Emergency Department of the Second Affiliated Hospital of Nanchang University, Nanchang, China.
School of Science, Nanchang University, Nanchang, China.
Medicine (Baltimore). 2022 Jul 22;101(29):e29626. doi: 10.1097/MD.0000000000029626.
Warfarin is the most recommended oral anticoagulant after artificial mechanical valve replacement therapy. However, the narrow therapeutic window and varying safety and efficacy in individuals make dose determination difficult. It may cause adverse events such as hemorrhage or thromboembolism. Therefore, advanced algorithms are urgently required for the use of warfarin.
To establish a warfarin dose model for patients after prosthetic mechanical valve replacement in southern China in combination with clinical and genetic variables, and to improve the accuracy and ideal prediction percentage of the model.

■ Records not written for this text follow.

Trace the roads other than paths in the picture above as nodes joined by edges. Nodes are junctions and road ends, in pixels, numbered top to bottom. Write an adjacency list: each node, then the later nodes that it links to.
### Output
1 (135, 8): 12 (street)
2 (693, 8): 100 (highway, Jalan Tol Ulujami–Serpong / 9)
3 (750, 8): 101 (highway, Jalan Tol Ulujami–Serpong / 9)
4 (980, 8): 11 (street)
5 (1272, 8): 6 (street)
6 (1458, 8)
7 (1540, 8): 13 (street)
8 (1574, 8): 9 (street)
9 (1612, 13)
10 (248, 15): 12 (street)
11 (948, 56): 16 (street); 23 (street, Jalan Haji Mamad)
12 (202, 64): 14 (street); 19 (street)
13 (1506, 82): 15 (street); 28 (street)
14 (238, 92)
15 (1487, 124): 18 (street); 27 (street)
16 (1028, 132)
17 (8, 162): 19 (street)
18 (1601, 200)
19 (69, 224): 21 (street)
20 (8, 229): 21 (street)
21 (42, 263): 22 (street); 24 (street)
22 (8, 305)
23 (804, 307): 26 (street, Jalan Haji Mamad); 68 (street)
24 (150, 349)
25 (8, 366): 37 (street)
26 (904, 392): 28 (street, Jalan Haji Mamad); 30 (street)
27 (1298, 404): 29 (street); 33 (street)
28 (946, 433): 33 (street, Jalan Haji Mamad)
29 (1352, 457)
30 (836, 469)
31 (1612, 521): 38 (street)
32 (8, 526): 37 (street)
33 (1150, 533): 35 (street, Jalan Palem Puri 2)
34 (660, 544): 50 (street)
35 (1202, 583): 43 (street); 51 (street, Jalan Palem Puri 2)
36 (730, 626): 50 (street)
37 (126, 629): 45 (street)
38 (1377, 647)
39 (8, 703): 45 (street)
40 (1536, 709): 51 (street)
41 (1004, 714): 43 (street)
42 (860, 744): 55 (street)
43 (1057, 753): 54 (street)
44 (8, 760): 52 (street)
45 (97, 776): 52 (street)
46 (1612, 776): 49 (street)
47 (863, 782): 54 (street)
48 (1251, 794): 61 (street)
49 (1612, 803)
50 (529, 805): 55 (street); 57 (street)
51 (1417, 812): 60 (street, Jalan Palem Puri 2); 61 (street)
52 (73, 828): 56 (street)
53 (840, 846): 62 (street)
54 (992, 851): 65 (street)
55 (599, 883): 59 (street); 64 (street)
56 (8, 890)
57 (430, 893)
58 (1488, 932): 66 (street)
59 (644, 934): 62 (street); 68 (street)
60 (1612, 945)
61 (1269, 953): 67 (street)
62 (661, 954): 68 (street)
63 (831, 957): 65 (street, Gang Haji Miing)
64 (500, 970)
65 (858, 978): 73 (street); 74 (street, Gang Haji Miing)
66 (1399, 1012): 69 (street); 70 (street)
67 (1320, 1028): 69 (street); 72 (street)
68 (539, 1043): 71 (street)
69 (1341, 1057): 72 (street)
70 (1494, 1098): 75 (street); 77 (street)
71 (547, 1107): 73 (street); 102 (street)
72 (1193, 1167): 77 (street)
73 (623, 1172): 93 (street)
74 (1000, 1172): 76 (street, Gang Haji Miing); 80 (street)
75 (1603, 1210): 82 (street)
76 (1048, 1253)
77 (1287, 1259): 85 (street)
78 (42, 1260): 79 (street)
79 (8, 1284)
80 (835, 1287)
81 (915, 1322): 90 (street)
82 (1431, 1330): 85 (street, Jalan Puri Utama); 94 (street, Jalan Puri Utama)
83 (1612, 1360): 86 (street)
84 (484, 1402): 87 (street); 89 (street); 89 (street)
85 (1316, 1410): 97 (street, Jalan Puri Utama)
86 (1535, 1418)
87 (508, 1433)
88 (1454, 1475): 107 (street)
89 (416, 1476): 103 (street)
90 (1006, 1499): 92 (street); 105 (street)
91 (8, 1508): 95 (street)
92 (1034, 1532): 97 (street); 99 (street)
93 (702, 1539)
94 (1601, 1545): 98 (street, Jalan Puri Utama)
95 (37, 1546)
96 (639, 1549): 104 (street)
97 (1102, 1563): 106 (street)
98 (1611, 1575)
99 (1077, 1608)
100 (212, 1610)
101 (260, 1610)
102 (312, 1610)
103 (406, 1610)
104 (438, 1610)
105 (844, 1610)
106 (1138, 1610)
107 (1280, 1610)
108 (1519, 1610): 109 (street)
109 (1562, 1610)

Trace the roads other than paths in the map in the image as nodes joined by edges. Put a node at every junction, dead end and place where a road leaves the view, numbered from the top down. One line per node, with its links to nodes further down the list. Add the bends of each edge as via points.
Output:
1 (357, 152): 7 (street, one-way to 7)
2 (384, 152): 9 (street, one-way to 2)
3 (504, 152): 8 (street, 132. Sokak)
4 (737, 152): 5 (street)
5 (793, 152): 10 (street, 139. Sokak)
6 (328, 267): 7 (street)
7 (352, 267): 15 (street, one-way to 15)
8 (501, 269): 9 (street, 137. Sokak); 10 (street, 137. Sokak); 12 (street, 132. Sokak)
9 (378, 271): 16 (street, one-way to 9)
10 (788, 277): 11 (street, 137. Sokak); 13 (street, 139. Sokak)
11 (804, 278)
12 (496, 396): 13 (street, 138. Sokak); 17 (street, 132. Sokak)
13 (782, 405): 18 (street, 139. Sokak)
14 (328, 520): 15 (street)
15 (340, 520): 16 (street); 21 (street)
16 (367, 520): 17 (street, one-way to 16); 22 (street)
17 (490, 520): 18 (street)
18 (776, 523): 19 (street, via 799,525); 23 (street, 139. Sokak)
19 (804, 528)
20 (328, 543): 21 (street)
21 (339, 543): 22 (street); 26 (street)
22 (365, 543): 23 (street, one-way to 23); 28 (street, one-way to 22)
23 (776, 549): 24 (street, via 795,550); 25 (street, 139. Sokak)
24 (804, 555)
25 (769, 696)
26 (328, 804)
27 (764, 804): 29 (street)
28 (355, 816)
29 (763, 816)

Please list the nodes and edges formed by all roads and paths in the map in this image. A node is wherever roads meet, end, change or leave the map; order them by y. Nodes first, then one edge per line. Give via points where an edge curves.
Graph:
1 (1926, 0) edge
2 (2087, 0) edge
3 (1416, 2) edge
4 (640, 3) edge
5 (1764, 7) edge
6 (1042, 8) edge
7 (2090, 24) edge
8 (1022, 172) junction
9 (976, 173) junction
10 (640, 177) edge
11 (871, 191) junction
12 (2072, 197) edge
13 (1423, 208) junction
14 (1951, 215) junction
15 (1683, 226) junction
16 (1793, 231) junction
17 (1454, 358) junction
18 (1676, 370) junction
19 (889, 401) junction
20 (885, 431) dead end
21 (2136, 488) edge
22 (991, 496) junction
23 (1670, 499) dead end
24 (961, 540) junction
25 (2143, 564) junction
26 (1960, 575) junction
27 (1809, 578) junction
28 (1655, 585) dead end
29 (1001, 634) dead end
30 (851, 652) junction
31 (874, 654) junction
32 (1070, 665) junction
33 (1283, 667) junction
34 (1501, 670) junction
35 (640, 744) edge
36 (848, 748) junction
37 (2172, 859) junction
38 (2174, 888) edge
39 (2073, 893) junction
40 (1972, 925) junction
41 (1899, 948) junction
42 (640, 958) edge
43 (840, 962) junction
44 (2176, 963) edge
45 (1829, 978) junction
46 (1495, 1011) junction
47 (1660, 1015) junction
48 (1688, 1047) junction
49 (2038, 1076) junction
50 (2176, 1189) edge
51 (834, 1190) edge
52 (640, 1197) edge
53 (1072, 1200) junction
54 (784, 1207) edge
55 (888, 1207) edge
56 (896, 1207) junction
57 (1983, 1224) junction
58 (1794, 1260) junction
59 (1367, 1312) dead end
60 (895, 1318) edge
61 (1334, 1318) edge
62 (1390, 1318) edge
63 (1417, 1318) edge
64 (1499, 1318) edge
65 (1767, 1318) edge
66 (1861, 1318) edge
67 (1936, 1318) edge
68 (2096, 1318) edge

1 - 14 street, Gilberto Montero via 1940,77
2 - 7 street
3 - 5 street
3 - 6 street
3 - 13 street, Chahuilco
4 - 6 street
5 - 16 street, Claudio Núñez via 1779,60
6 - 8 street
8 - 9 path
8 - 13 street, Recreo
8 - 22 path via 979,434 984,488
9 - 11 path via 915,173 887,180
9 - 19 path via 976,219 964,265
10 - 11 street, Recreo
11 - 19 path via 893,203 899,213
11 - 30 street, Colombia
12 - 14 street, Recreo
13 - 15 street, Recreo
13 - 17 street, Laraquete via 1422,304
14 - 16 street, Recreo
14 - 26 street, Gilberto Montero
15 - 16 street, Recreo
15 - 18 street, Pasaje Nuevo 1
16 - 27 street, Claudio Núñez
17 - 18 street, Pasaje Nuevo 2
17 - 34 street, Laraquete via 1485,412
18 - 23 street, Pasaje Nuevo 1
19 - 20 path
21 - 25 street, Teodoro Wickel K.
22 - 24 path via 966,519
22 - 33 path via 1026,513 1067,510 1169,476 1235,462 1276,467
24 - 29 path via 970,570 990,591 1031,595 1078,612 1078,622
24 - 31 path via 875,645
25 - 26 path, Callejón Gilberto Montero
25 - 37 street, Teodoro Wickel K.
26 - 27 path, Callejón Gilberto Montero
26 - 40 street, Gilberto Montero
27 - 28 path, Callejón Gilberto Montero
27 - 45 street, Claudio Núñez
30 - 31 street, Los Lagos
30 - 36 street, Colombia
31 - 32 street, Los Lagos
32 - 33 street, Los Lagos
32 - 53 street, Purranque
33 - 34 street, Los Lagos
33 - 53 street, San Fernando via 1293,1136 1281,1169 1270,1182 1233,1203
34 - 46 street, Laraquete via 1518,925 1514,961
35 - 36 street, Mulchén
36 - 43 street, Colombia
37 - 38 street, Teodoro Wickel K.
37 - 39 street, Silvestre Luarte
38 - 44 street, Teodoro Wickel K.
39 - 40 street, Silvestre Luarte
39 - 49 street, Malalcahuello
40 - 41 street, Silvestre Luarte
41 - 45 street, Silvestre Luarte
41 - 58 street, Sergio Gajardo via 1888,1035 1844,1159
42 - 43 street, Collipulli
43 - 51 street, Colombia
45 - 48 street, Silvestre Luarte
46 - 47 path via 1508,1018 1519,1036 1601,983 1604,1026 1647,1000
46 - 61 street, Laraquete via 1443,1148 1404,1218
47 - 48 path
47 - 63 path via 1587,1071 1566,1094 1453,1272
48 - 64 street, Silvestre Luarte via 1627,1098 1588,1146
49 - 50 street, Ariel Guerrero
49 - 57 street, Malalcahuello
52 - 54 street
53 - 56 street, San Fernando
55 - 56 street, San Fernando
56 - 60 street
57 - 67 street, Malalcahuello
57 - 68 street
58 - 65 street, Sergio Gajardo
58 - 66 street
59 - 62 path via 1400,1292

Clinical data of 476 patients were tracked and recorded in detail. The gene polymorphisms of VKORC1 (rs9923231, rs9934438, rs7196161, and rs7294), CYP2C9 (rs1057910), CYP1A2 (rs2069514), GGCX (rs699664), and UGT1A1 (rs887829) were determined using Sanger sequencing. Multiple linear regressions were used to analyze the gene polymorphisms and the contribution of clinical data variables; the variables that caused multicollinearity were screened stepwise and excluded to establish an algorithm model for predicting the daily maintenance dose of warfarin. The ideal predicted percentage was used to test clinical effectiveness.
A total of 395 patients were included. Univariate linear regression analysis suggested that CYP1A2 (rs2069514) and UGT1A1 (rs887829) were not associated with the daily maintenance dose of warfarin. The new algorithm model established based on multiple linear regression was as follows: Y = 1.081 - 0.011 (age) + 1.532 (body surface area)-0.807 (rs9923231 AA) + 1.788 (rs9923231 GG) + 0.530 (rs1057910 AA)-1.061 (rs1057910 AG)-0.321 (rs699664 AA). The model accounted for 61.7% of individualized medication differences, with an ideal prediction percentage of 69%.
GGCX (rs699664) may be a potential predictor of warfarin dose, and our newly established model is expected to guide the individualized use of warfarin in clinical practice in southern China.
华法林是人工机械瓣膜置换术后最推荐的口服抗凝剂。然而,个体之间的治疗窗较窄以及安全性和有效性的差异使得剂量确定变得困难。可能会导致出血或血栓栓塞等不良事件。因此,迫切需要先进的算法来使用华法林。
结合临床和遗传变量,为中国南方接受人工机械瓣膜置换术的患者建立华法林剂量模型,并提高模型的准确性和理想预测百分比。
详细跟踪和记录了 476 名患者的临床数据。使用 Sanger 测序确定 VKORC1(rs9923231、rs9934438、rs7196161 和 rs7294)、CYP2C9(rs1057910)、CYP1A2(rs2069514)、GGCX(rs699664)和 UGT1A1(rs887829)的基因多态性。使用多元线性回归分析基因多态性和临床数据变量的贡献;逐步筛选出引起多重共线性的变量并将其排除在外,以建立预测华法林维持剂量的算法模型。使用理想预测百分比来测试临床效果。
共纳入 395 例患者。单因素线性回归分析提示 CYP1A2(rs2069514)和 UGT1A1(rs887829)与华法林的维持剂量无关。基于多元线性回归建立的新算法模型如下:Y=1.081-0.011(年龄)+1.532(体表面积)-0.807(rs9923231AA)+1.788(rs9923231GG)+0.530(rs1057910AA)-1.061(rs1057910AG)-0.321(rs699664AA)。该模型解释了 61.7%的个体化药物差异,理想预测百分比为 69%。
GGCX(rs699664)可能是华法林剂量的潜在预测因子,我们新建立的模型有望指导中国南方临床实践中华法林的个体化应用。